• Input records:
- - - - - - -

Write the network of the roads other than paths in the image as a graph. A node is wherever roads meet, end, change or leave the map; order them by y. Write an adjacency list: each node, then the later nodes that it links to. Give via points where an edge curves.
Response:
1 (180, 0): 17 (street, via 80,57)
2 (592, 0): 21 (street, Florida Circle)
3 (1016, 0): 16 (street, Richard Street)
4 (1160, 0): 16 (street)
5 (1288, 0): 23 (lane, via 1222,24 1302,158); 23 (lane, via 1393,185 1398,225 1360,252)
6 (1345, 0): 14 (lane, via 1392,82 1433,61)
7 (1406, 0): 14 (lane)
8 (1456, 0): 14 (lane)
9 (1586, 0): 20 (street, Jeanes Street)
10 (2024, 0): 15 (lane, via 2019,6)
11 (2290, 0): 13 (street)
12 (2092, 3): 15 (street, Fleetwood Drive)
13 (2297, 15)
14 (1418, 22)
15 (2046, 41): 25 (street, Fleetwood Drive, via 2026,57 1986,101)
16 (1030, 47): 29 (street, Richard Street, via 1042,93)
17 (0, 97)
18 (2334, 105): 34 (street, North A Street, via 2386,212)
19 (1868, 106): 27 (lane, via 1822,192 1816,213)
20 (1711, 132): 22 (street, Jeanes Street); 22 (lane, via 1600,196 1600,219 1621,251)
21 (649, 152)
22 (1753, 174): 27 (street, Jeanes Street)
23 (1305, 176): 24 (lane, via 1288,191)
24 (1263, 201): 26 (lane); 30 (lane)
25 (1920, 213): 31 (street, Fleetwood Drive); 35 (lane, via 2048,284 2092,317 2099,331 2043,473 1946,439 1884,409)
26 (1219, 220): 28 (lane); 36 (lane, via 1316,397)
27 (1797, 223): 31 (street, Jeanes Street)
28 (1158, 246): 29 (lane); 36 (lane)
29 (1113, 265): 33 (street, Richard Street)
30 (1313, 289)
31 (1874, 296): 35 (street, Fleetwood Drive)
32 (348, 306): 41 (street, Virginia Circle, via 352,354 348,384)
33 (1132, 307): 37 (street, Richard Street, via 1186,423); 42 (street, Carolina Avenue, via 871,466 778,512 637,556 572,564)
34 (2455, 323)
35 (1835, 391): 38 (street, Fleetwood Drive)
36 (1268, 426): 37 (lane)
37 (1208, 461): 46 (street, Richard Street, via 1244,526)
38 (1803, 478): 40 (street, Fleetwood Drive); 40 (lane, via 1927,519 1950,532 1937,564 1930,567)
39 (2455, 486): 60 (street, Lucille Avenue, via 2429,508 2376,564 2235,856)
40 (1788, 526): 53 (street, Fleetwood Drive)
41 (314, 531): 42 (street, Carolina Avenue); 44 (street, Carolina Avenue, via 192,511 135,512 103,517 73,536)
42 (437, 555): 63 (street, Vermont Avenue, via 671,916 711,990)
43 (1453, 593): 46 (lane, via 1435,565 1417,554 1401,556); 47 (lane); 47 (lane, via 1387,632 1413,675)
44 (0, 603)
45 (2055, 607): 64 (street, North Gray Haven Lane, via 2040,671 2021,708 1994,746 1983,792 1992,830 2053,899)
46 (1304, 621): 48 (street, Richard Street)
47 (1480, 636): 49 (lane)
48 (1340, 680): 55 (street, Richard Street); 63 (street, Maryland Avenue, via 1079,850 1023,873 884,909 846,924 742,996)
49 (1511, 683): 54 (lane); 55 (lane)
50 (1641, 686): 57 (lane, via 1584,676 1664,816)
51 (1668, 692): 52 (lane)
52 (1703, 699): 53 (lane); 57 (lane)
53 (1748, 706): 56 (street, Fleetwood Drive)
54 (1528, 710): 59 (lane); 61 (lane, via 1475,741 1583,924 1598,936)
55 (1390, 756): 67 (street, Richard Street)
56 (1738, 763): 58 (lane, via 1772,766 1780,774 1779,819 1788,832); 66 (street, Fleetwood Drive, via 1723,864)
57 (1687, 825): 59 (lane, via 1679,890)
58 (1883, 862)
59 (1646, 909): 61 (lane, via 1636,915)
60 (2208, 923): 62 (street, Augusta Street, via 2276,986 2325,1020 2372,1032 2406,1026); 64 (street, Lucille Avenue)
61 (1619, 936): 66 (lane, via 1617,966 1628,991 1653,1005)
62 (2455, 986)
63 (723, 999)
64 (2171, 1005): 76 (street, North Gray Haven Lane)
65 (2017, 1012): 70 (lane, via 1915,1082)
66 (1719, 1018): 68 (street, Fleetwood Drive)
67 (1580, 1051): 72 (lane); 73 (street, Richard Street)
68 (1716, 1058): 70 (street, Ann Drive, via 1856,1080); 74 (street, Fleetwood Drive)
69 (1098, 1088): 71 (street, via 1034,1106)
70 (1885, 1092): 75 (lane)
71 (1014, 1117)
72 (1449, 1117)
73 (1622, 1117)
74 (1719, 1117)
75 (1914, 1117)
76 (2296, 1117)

- - - - - - -

• Exercise brief:
An exact copy of every entry is what is needed here.

• Answer space:
Write the network of the roads other than paths in the image as a graph. A node is wherever roads meet, end, change or leave the map; order them by y. Write an adjacency list: each node, then the later nodes that it links to. Give via points where an edge curves.
Response:
1 (180, 0): 17 (street, via 80,57)
2 (592, 0): 21 (street, Florida Circle)
3 (1016, 0): 16 (street, Richard Street)
4 (1160, 0): 16 (street)
5 (1288, 0): 23 (lane, via 1222,24 1302,158); 23 (lane, via 1393,185 1398,225 1360,252)
6 (1345, 0): 14 (lane, via 1392,82 1433,61)
7 (1406, 0): 14 (lane)
8 (1456, 0): 14 (lane)
9 (1586, 0): 20 (street, Jeanes Street)
10 (2024, 0): 15 (lane, via 2019,6)
11 (2290, 0): 13 (street)
12 (2092, 3): 15 (street, Fleetwood Drive)
13 (2297, 15)
14 (1418, 22)
15 (2046, 41): 25 (street, Fleetwood Drive, via 2026,57 1986,101)
16 (1030, 47): 29 (street, Richard Street, via 1042,93)
17 (0, 97)
18 (2334, 105): 34 (street, North A Street, via 2386,212)
19 (1868, 106): 27 (lane, via 1822,192 1816,213)
20 (1711, 132): 22 (street, Jeanes Street); 22 (lane, via 1600,196 1600,219 1621,251)
21 (649, 152)
22 (1753, 174): 27 (street, Jeanes Street)
23 (1305, 176): 24 (lane, via 1288,191)
24 (1263, 201): 26 (lane); 30 (lane)
25 (1920, 213): 31 (street, Fleetwood Drive); 35 (lane, via 2048,284 2092,317 2099,331 2043,473 1946,439 1884,409)
26 (1219, 220): 28 (lane); 36 (lane, via 1316,397)
27 (1797, 223): 31 (street, Jeanes Street)
28 (1158, 246): 29 (lane); 36 (lane)
29 (1113, 265): 33 (street, Richard Street)
30 (1313, 289)
31 (1874, 296): 35 (street, Fleetwood Drive)
32 (348, 306): 41 (street, Virginia Circle, via 352,354 348,384)
33 (1132, 307): 37 (street, Richard Street, via 1186,423); 42 (street, Carolina Avenue, via 871,466 778,512 637,556 572,564)
34 (2455, 323)
35 (1835, 391): 38 (street, Fleetwood Drive)
36 (1268, 426): 37 (lane)
37 (1208, 461): 46 (street, Richard Street, via 1244,526)
38 (1803, 478): 40 (street, Fleetwood Drive); 40 (lane, via 1927,519 1950,532 1937,564 1930,567)
39 (2455, 486): 60 (street, Lucille Avenue, via 2429,508 2376,564 2235,856)
40 (1788, 526): 53 (street, Fleetwood Drive)
41 (314, 531): 42 (street, Carolina Avenue); 44 (street, Carolina Avenue, via 192,511 135,512 103,517 73,536)
42 (437, 555): 63 (street, Vermont Avenue, via 671,916 711,990)
43 (1453, 593): 46 (lane, via 1435,565 1417,554 1401,556); 47 (lane); 47 (lane, via 1387,632 1413,675)
44 (0, 603)
45 (2055, 607): 64 (street, North Gray Haven Lane, via 2040,671 2021,708 1994,746 1983,792 1992,830 2053,899)
46 (1304, 621): 48 (street, Richard Street)
47 (1480, 636): 49 (lane)
48 (1340, 680): 55 (street, Richard Street); 63 (street, Maryland Avenue, via 1079,850 1023,873 884,909 846,924 742,996)
49 (1511, 683): 54 (lane); 55 (lane)
50 (1641, 686): 57 (lane, via 1584,676 1664,816)
51 (1668, 692): 52 (lane)
52 (1703, 699): 53 (lane); 57 (lane)
53 (1748, 706): 56 (street, Fleetwood Drive)
54 (1528, 710): 59 (lane); 61 (lane, via 1475,741 1583,924 1598,936)
55 (1390, 756): 67 (street, Richard Street)
56 (1738, 763): 58 (lane, via 1772,766 1780,774 1779,819 1788,832); 66 (street, Fleetwood Drive, via 1723,864)
57 (1687, 825): 59 (lane, via 1679,890)
58 (1883, 862)
59 (1646, 909): 61 (lane, via 1636,915)
60 (2208, 923): 62 (street, Augusta Street, via 2276,986 2325,1020 2372,1032 2406,1026); 64 (street, Lucille Avenue)
61 (1619, 936): 66 (lane, via 1617,966 1628,991 1653,1005)
62 (2455, 986)
63 (723, 999)
64 (2171, 1005): 76 (street, North Gray Haven Lane)
65 (2017, 1012): 70 (lane, via 1915,1082)
66 (1719, 1018): 68 (street, Fleetwood Drive)
67 (1580, 1051): 72 (lane); 73 (street, Richard Street)
68 (1716, 1058): 70 (street, Ann Drive, via 1856,1080); 74 (street, Fleetwood Drive)
69 (1098, 1088): 71 (street, via 1034,1106)
70 (1885, 1092): 75 (lane)
71 (1014, 1117)
72 (1449, 1117)
73 (1622, 1117)
74 (1719, 1117)
75 (1914, 1117)
76 (2296, 1117)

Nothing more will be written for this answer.